The Israeli military said the humanitarian situation was “under control,” even as the U.N. called for 100 trucks a day to enter.
In a Sunday phone call, Netanyahu and U.S. President Joe Biden “affirmed that there will now be continued flow of this critical assistance into Gaza,” the White House said in a statement.
Israel repeated its calls for people to leave northern Gaza, including by dropping leaflets from the air. It estimated 700,000 have already fled. But hundreds of thousands remain. That would raise the risk of mass civilian casualties in any ground offensive.

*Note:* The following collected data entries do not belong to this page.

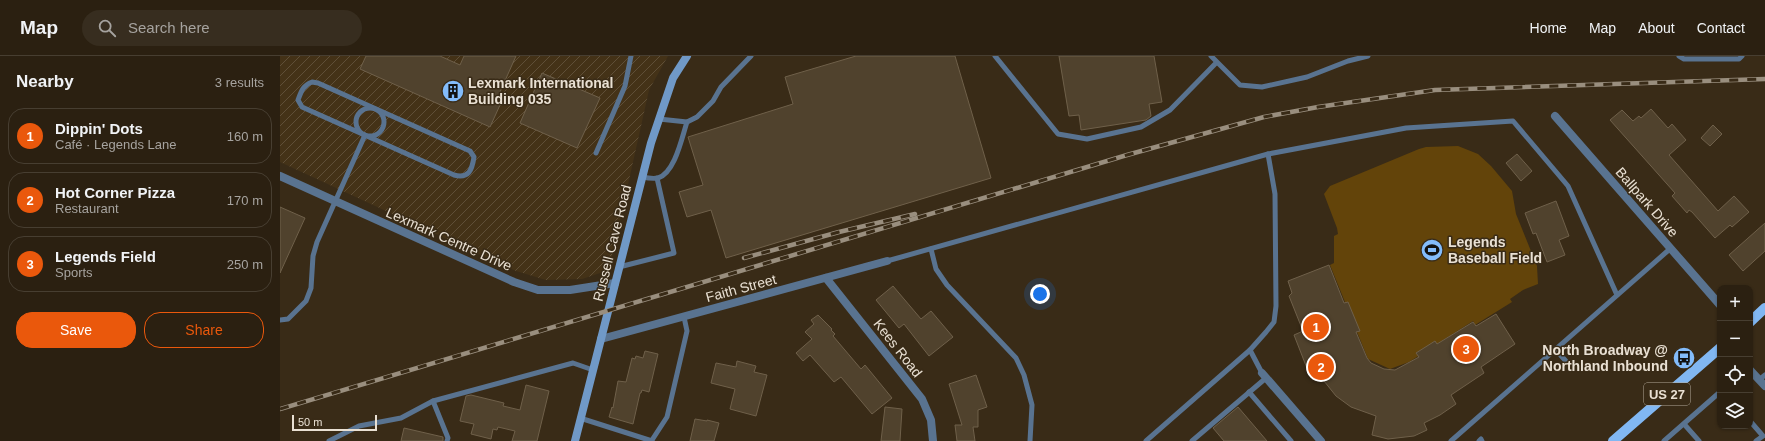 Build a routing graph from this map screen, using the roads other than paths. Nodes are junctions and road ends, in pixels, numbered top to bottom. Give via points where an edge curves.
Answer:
1 (631, 56) edge
2 (687, 56) edge
3 (751, 56) edge
4 (995, 56) edge
5 (1211, 56) edge
6 (1368, 56) edge
7 (1680, 56) edge
8 (1742, 56) edge
9 (1347, 58) edge
10 (1216, 63) junction
11 (378, 110) junction
12 (1555, 116) dead end
13 (659, 119) junction
14 (687, 122) junction
15 (365, 135) junction
16 (596, 153) dead end
17 (1268, 154) junction
18 (280, 176) edge
19 (642, 178) junction
20 (657, 178) junction
21 (334, 201) junction
22 (1671, 248) junction
23 (931, 249) junction
24 (887, 261) joint
25 (619, 267) junction
26 (826, 278) junction
27 (615, 283) junction
28 (1617, 295) junction
29 (1717, 301) edge
30 (1765, 308) edge
31 (684, 317) junction
32 (280, 320) edge
33 (1751, 321) edge
34 (601, 339) junction
35 (1555, 349) junction
36 (1250, 350) junction
37 (1717, 351) edge
38 (1573, 369) dead end
39 (593, 370) junction
40 (1753, 372) edge
41 (1264, 376) junction
42 (1763, 380) edge
43 (1249, 392) junction
44 (1719, 393) edge
45 (432, 401) junction
46 (580, 418) junction
47 (1684, 424) junction
48 (1753, 424) edge
49 (329, 441) edge
50 (447, 441) edge
51 (575, 441) edge
52 (652, 441) edge
53 (933, 441) edge
54 (1030, 441) edge
55 (1146, 441) edge
56 (1192, 441) edge
57 (1291, 441) edge
58 (1320, 441) edge
59 (1451, 441) edge
60 (1479, 441) edge
61 (1482, 441) edge
62 (1613, 441) edge
63 (1664, 441) edge
64 (1699, 441) edge
65 (1756, 441) edge

1 - 16 lane via 626,86
2 - 13 street, Russell Cave Road via 673,78
3 - 14 lane via 721,87 713,102 697,117
4 - 10 lane via 1058,134 1087,139 1141,128 1170,110
5 - 10 lane
6 - 9 lane
7 - 8 lane via 1684,59 1738,59
9 - 10 lane via 1307,77 1262,87 1240,85
11 - 15 lane via 384,122 381,130 374,135
11 - 15 lane via 365,109 358,115 358,129
11 - 15 lane via 318,83 306,84 301,91 298,100 302,107
11 - 15 lane via 470,151 474,157 472,167 468,174 461,177 454,175
12 - 22 street, Ballpark Drive
13 - 14 lane
13 - 19 street, Russell Cave Road
14 - 20 lane via 672,166 665,175
15 - 21 lane
17 - 23 lane
17 - 28 lane via 1406,128 1513,121 1568,186
17 - 36 lane via 1275,194 1276,306 1274,322
18 - 21 street, Lexmark Centre Drive
19 - 20 lane
19 - 25 street, Russell Cave Road
20 - 25 lane via 674,253
21 - 27 street, Lexmark Centre Drive via 514,282 538,290 570,290
21 - 32 lane via 313,256 311,288 306,301 288,319
22 - 28 lane
22 - 29 street, Ballpark Drive
23 - 24 lane
23 - 54 lane via 936,269 947,285 1016,358 1024,375 1032,405
24 - 26 street, Faith Street
25 - 27 street, Russell Cave Road
26 - 31 street, Faith Street
26 - 53 street, Kees Road via 922,399 931,420
27 - 34 street, Russell Cave Road
28 - 35 lane
30 - 33 main road
31 - 34 street, Faith Street
31 - 52 lane via 687,331 667,417
34 - 39 street, Russell Cave Road
35 - 38 lane
35 - 59 lane
36 - 41 lane
36 - 55 lane
37 - 62 main road, US 27
39 - 45 lane via 573,363
39 - 46 street, Russell Cave Road
40 - 42 street
41 - 43 lane
41 - 58 street
43 - 56 lane
43 - 57 lane
44 - 47 lane
45 - 49 lane via 401,418 359,426
45 - 50 lane
46 - 51 street, Russell Cave Road
46 - 52 lane
47 - 63 lane
47 - 64 lane
48 - 65 lane via 1763,436
60 - 61 lane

Read: Little light, no beds, not enough anesthesia: A view from the 'nightmare' of Gaza's hospitals
Israeli military officials say Hamas’ infrastructure and underground tunnels are concentrated in Gaza City, in the north, and that the next stage of the offensive will include unprecedented force there. Israel says it wants to crush Hamas. Officials have also spoken of carving out a buffer zone to keep Palestinians from approaching the border, though they have given no details.
Hospitals packed with patients and displaced people are running low on medical supplies and fuel for generators, forcing doctors to perform surgeries using sewing needles, resorting to vinegar as disinfectant and operating without anesthesia.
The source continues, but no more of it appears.